Each religion has its own criteria for getting to heaven. I suffered through catechism every Sunday for what seemed like decades. I endured four years of Catholic girls high school. Surely tolerating Nuns should count for something. There should be penance points and a tally kept by a neutral party, like Switzerland. I think I just described the Church dogma, except for the Switzerland part (that’s for banking purposes).
I was six or seven when I began catechism (religious instruction), taught by Nuns from the nearby convent who ran a private high school for girls. I had never been around a Nun before, so I spent most of my first year of catechism staring at the Sister. Over the years, through parental coercion, catechism prepared me for the milestones every good Catholic kid accomplishes.
The last required was Confirmation, sort of Catholic Bar/Bat Mitzvah, boys and girls together. My confirmation made me a Soldier in Christ, a defender of the Faith. So, where was my reservation? Would I have to find a scalper hanging around a churchyard to buy a ticket? If only it were that easy.

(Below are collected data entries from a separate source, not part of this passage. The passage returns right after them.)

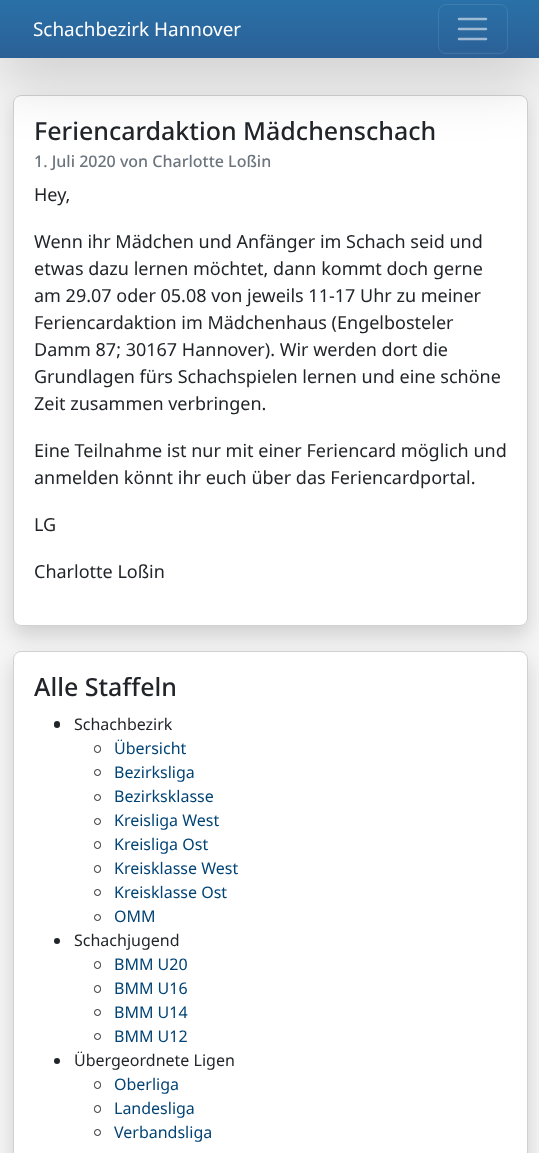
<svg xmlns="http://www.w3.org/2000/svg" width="539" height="1153">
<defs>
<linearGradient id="g1" gradientUnits="userSpaceOnUse" x1="270" y1="58" x2="270" y2="0"><stop offset="0" stop-color="#2b6096"/><stop offset="1" stop-color="#2971a8"/></linearGradient>
</defs>
<rect width="100%" height="100%" fill="#f5f5f5"/>
<rect x="13" y="105" width="515" height="531" rx="8" fill="#00000026" filter="blur(10px)"/>
<rect x="13" y="95" width="515" height="531" rx="8" fill="#fff"/>
<rect x="13.5" y="95.5" width="514" height="530" rx="7.5" fill="none" stroke="#0000002e"/>
<rect y="20" width="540" height="58" fill="#0000002e" filter="blur(30px)"/>
<rect width="539" height="58" fill="url(#g1)"/>
<text x="33" y="36" style="font-family:Noto Sans;font-size:18.9px;fill:#fff">Schachbezirk Hannover</text>
<rect x="438.5" y="4.5" width="69" height="49" rx="7.5" fill="none" stroke="#ffffff1a"/>
<path d="M459 19h27m-27 10h27m-27 10h27" fill="none" stroke="#ffffff8c" stroke-width="2.5" stroke-linecap="round"/>
<text x="34" y="140" style="font-family:Noto Sans;font-size:25px;font-weight:500;fill:#212529">Feriencardaktion Mädchenschach</text>
<text x="34" y="167" style="font-family:Noto Sans;font-size:16px;font-weight:500;fill:#6c757d">1. Juli 2020 von Charlotte Loßin</text>
<text x="34" y="201" style="font-family:Noto Sans;font-size:18px;fill:#212529">Hey,</text>
<text x="34" y="248" style="font-family:Noto Sans;font-size:18px;fill:#212529">Wenn ihr Mädchen und Anfänger im Schach seid und</text>
<text x="34" y="275" style="font-family:Noto Sans;font-size:18px;fill:#212529">etwas dazu lernen möchtet, dann kommt doch gerne</text>
<text x="34" y="302" style="font-family:Noto Sans;font-size:18px;fill:#212529">am 29.07 oder 05.08 von jeweils 11-17 Uhr zu meiner</text>
<text x="34" y="329" style="font-family:Noto Sans;font-size:18px;fill:#212529">Feriencardaktion im Mädchenhaus (Engelbosteler</text>
<text x="34" y="356" style="font-family:Noto Sans;font-size:18px;fill:#212529">Damm 87; 30167 Hannover). Wir werden dort die</text>
<text x="34" y="383" style="font-family:Noto Sans;font-size:18px;fill:#212529">Grundlagen fürs Schachspielen lernen und eine schöne</text>
<text x="34" y="410" style="font-family:Noto Sans;font-size:18px;fill:#212529">Zeit zusammen verbringen.</text>
<text x="34" y="457" style="font-family:Noto Sans;font-size:18px;fill:#212529">Eine Teilnahme ist nur mit einer Feriencard möglich und</text>
<text x="34" y="484" style="font-family:Noto Sans;font-size:18px;fill:#212529">anmelden könnt ihr euch über das Feriencardportal.</text>
<text x="34" y="531" style="font-family:Noto Sans;font-size:18px;fill:#212529">LG</text>
<text x="34" y="578" style="font-family:Noto Sans;font-size:18px;fill:#212529">Charlotte Loßin</text>
<rect x="13" y="661" width="515" height="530" rx="8" fill="#00000026" filter="blur(10px)"/>
<rect x="13" y="651" width="515" height="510" rx="8" fill="#fff"/>
<rect x="13.5" y="651.5" width="514" height="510" rx="7.5" fill="none" stroke="#0000002e"/>
<text x="34" y="696" style="font-family:Noto Sans;font-size:25px;font-weight:500;fill:#212529">Alle Staffeln</text>
<rect x="54" y="721" width="6" height="7" rx="3" fill="#212529"/>
<text x="74" y="730" style="font-family:Noto Sans;font-size:16px;fill:#212529">Schachbezirk</text>
<rect x="94.5" y="745.5" width="6" height="7" rx="3" fill="none" stroke="#212529"/>
<text x="114" y="754" style="font-family:Noto Sans;font-size:16px;fill:#004375">Übersicht</text>
<circle cx="97.5" cy="772.5" r="3" fill="none" stroke="#212529"/>
<text x="114" y="778" style="font-family:Noto Sans;font-size:16px;fill:#004375">Bezirksliga</text>
<circle cx="97.5" cy="797.5" r="3" fill="none" stroke="#212529"/>
<text x="114" y="802" style="font-family:Noto Sans;font-size:16px;fill:#004375">Bezirksklasse</text>
<circle cx="97.5" cy="821.5" r="3" fill="none" stroke="#212529"/>
<text x="114" y="826" style="font-family:Noto Sans;font-size:16px;fill:#004375">Kreisliga West</text>
<rect x="94.5" y="841.5" width="6" height="7" rx="3" fill="none" stroke="#212529"/>
<text x="114" y="850" style="font-family:Noto Sans;font-size:16px;fill:#004375">Kreisliga Ost</text>
<rect x="94.5" y="865.5" width="6" height="7" rx="3" fill="none" stroke="#212529"/>
<text x="114" y="874" style="font-family:Noto Sans;font-size:16px;fill:#004375">Kreisklasse West</text>
<circle cx="97.5" cy="892.5" r="3" fill="none" stroke="#212529"/>
<text x="114" y="898" style="font-family:Noto Sans;font-size:16px;fill:#004375">Kreisklasse Ost</text>
<circle cx="97.5" cy="917.5" r="3" fill="none" stroke="#212529"/>
<text x="114" y="922" style="font-family:Noto Sans;font-size:16px;fill:#004375">OMM</text>
<circle cx="57" cy="941" r="3" fill="#212529"/>
<text x="74" y="946" style="font-family:Noto Sans;font-size:16px;fill:#212529">Schachjugend</text>
<rect x="94.5" y="961.5" width="6" height="7" rx="3" fill="none" stroke="#212529"/>
<text x="114" y="970" style="font-family:Noto Sans;font-size:16px;fill:#004375">BMM U20</text>
<rect x="94.5" y="985.5" width="6" height="7" rx="3" fill="none" stroke="#212529"/>
<text x="114" y="994" style="font-family:Noto Sans;font-size:16px;fill:#004375">BMM U16</text>
<circle cx="97.5" cy="1012.5" r="3" fill="none" stroke="#212529"/>
<text x="114" y="1018" style="font-family:Noto Sans;font-size:16px;fill:#004375">BMM U14</text>
<circle cx="97.5" cy="1036.5" r="3" fill="none" stroke="#212529"/>
<text x="114" y="1042" style="font-family:Noto Sans;font-size:16px;fill:#004375">BMM U12</text>
<circle cx="57" cy="1061" r="3" fill="#212529"/>
<text x="74" y="1066" style="font-family:Noto Sans;font-size:16px;fill:#212529">Übergeordnete Ligen</text>
<rect x="94.5" y="1081.5" width="6" height="7" rx="3" fill="none" stroke="#212529"/>
<text x="114" y="1090" style="font-family:Noto Sans;font-size:16px;fill:#004375">Oberliga</text>
<rect x="94.5" y="1105.5" width="6" height="7" rx="3" fill="none" stroke="#212529"/>
<text x="114" y="1114" style="font-family:Noto Sans;font-size:16px;fill:#004375">Landesliga</text>
<circle cx="97.5" cy="1132.5" r="3" fill="none" stroke="#212529"/>
<text x="114" y="1138" style="font-family:Noto Sans;font-size:16px;fill:#004375">Verbandsliga</text>
</svg>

.Christians, according to Christians, are people who are Saved. They’re separate from the rest of us Philistines christians– the ones who have to earn our salvation. But if this was Rome in, say, the time of Nero in the first century, I would still be thrown to the lions, because the hated, underpaid, syphilitic Roman soldier who’s dragging me off, kicking and screaming, to sure death, does not know Christian from christian. I would be better off telling him I was from Mars than trying to explain to him that I was christian with a small “c” and not a member of the group targeted for persecution (since Mars was one of the Roman gods, he might have thought me sacrilegious, so let’s make that Pluto).
Note: I acknowledge that there is some controversy regarding lions’ role or lack of it in martyring Christians or christians but I’m taking a little license in that area.
What if an angel shows up while I was being dragged away, and smote the soldier and gave me the keys to his chariot? Now that’s being Saved. Wrong kind of saved?
Same scenario. This time the angel tells me to die for Christ and I’ll go to heaven. Knowing me I’d want to know what he means by heaven because the literal and figurative architecture of that construct, which could be a destination or some state of spirituality, or an alternate dimension, can differ widely between individuals, especially among religious leaders. I mean, if I’m going to be eaten by lions, and it’s going to hurt, a lot, I’d really like to have a few guaranties and at least one condition. This is where Faith comes in.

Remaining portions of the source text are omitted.